## Assignment:
From the entries below, pull out each line where "dead" appears.
** Data section follows **
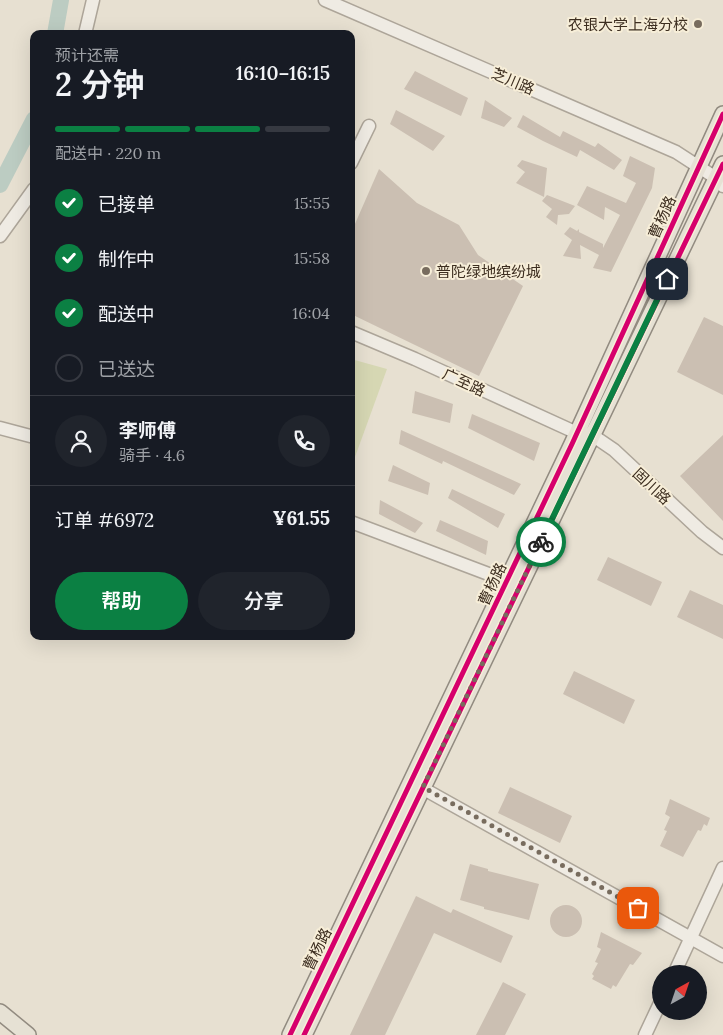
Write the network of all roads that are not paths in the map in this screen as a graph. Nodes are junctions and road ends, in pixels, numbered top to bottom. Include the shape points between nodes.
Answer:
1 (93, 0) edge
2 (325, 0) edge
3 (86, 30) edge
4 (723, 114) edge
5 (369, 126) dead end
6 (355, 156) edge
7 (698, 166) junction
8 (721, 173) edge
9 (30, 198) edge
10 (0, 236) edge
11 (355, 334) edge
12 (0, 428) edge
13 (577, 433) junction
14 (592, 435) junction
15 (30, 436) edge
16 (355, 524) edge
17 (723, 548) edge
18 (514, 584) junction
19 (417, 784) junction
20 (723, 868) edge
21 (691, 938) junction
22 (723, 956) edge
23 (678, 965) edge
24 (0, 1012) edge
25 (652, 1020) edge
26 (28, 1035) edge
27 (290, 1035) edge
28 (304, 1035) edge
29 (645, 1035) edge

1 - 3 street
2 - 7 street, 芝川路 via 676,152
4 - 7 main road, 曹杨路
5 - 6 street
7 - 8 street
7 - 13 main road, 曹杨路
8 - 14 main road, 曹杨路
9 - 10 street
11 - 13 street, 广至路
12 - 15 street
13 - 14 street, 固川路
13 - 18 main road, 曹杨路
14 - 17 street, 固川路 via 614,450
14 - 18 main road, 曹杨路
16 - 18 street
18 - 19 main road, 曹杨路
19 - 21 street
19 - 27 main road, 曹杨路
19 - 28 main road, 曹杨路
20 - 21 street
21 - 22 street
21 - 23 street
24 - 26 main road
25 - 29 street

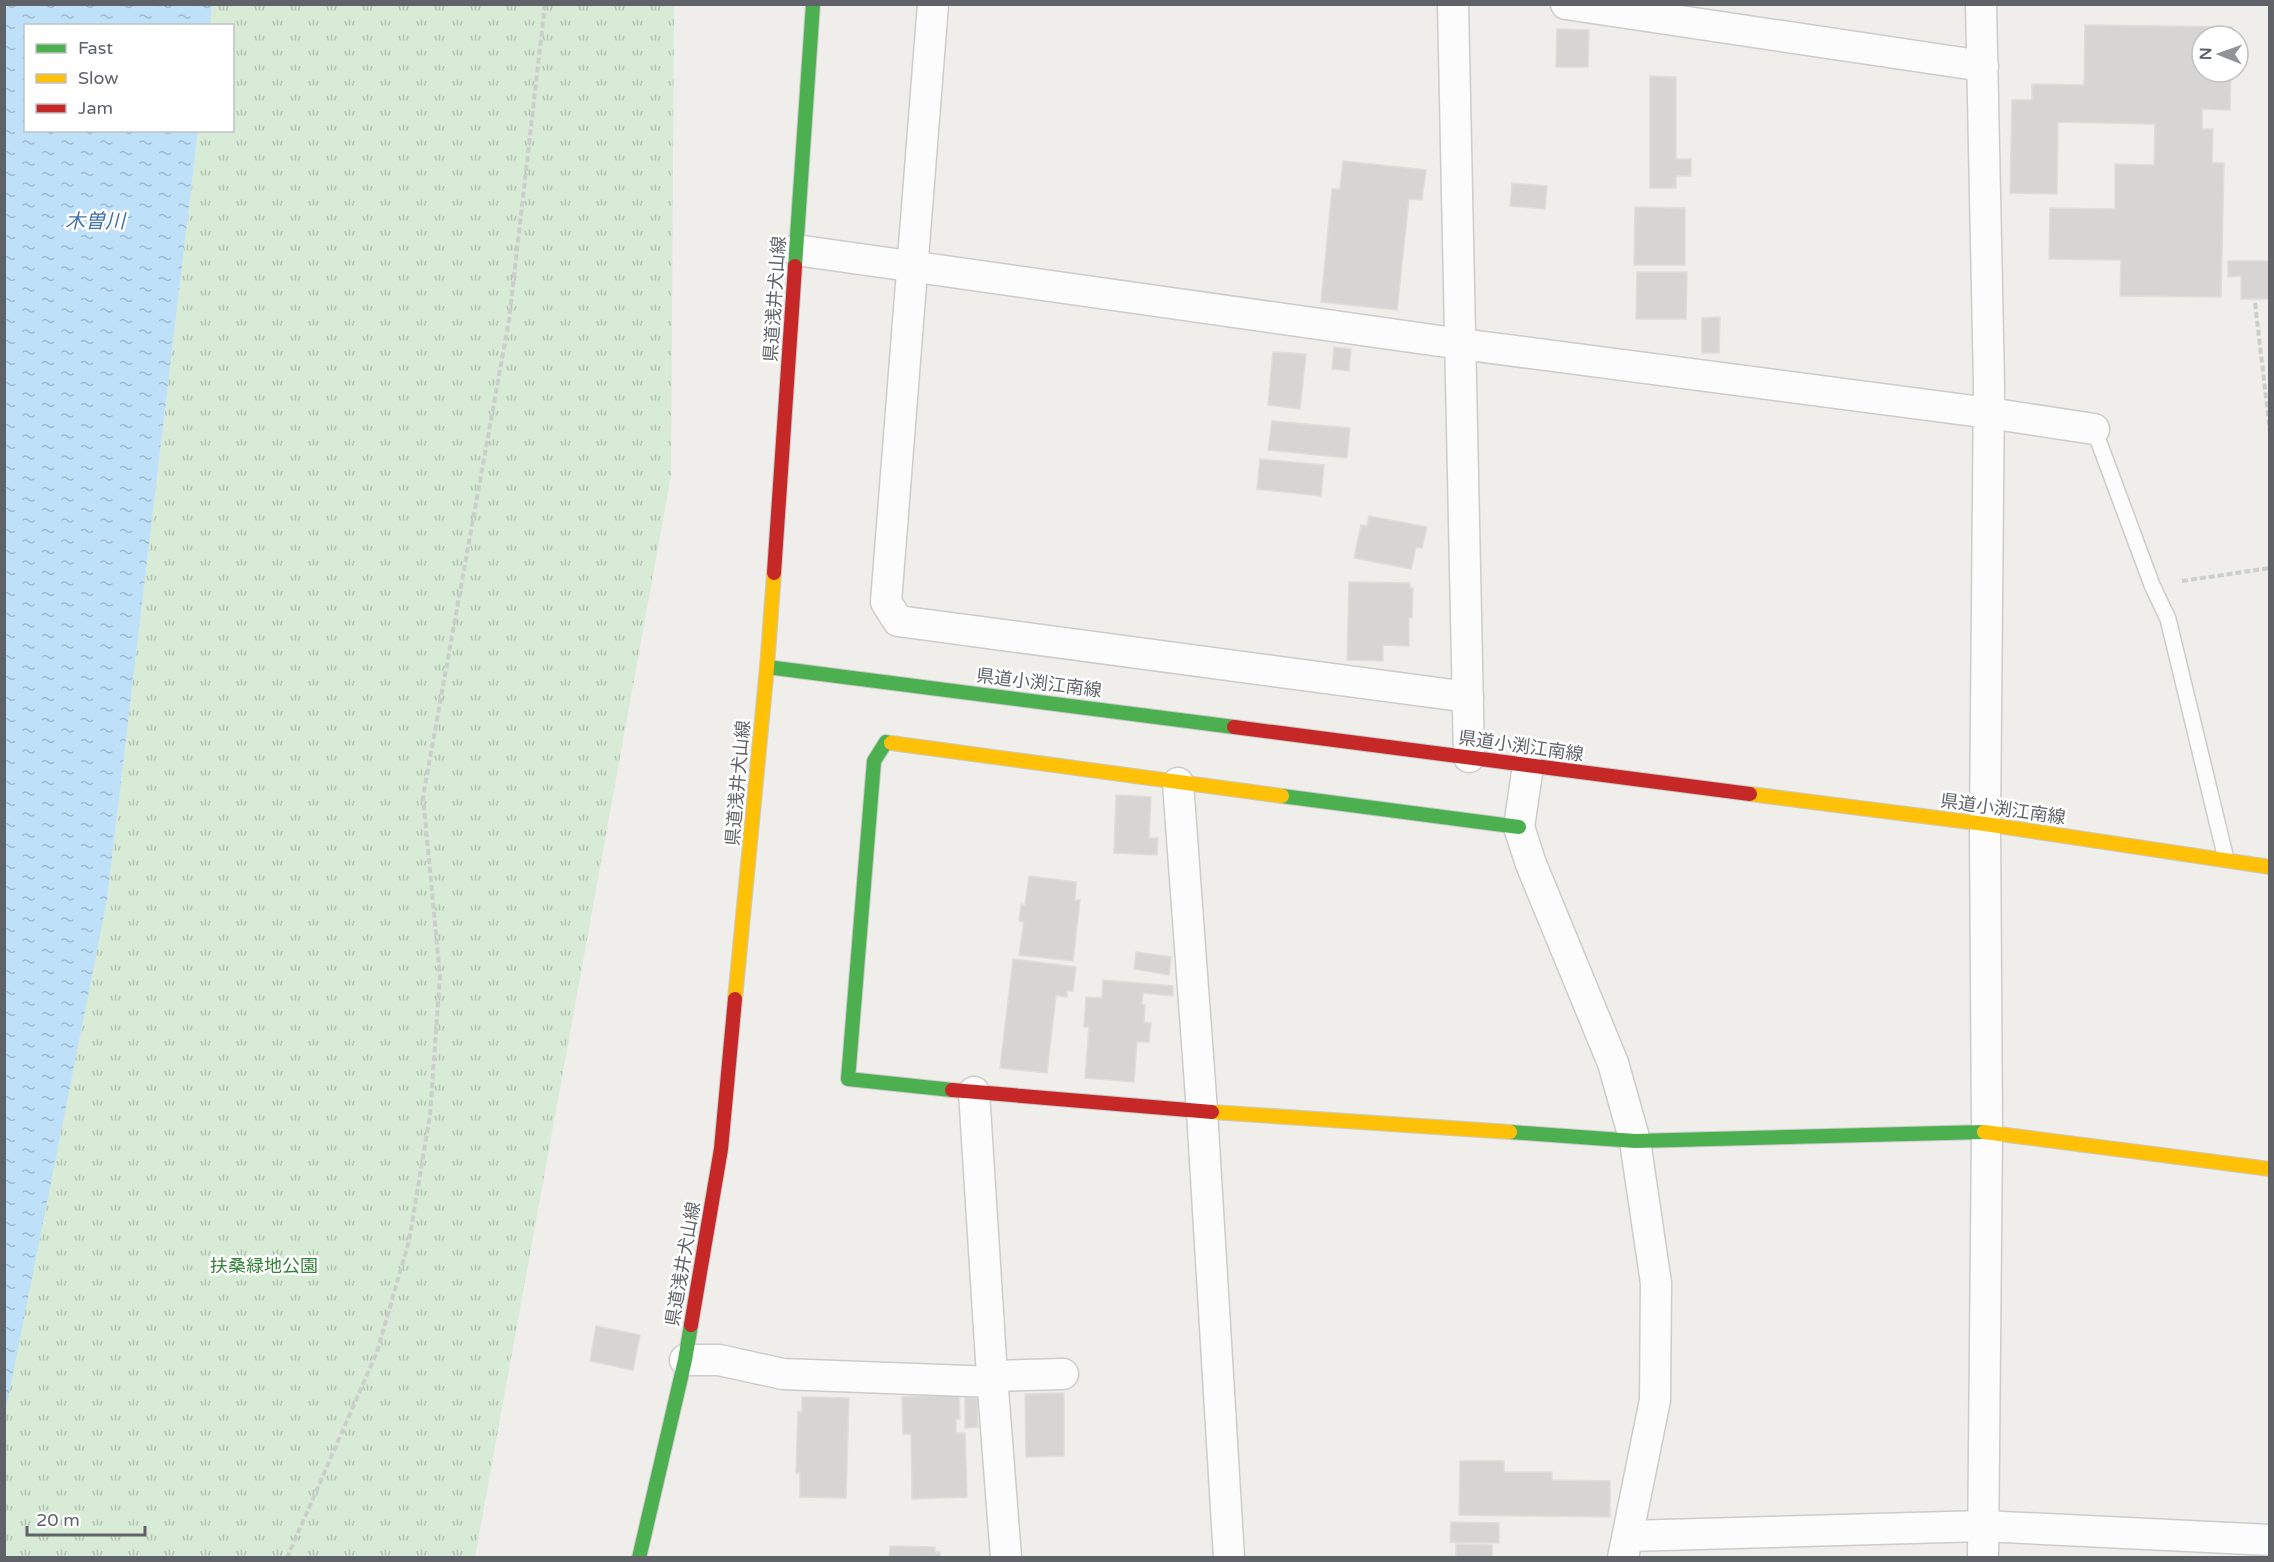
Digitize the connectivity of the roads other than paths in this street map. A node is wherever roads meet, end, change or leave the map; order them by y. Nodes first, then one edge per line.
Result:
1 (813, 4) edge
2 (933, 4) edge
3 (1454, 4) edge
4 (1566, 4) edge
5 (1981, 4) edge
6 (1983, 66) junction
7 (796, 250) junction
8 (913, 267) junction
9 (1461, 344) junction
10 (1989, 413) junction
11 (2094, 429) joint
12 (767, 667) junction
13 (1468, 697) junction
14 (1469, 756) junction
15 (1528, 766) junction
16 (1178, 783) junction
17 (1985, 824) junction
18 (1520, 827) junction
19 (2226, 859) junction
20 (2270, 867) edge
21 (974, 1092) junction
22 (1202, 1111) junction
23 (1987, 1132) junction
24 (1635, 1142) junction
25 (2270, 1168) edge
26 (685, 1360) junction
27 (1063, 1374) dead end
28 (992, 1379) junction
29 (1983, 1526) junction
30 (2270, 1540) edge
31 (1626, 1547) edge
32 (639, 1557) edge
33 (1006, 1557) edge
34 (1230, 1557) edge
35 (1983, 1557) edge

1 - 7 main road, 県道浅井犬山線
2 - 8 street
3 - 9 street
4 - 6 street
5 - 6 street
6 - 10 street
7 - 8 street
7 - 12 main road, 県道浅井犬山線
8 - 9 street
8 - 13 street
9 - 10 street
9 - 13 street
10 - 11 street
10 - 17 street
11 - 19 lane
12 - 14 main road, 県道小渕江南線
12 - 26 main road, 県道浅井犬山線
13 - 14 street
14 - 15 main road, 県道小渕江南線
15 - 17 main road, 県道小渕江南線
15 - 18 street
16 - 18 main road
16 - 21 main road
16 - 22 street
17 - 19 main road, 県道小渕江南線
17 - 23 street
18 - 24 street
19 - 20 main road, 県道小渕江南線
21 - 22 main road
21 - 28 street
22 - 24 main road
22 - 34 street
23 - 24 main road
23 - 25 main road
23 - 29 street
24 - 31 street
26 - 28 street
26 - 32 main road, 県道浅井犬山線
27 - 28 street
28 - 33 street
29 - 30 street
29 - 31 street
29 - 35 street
** End of Data section **
## Task result:
5 (369, 126) dead end
27 (1063, 1374) dead end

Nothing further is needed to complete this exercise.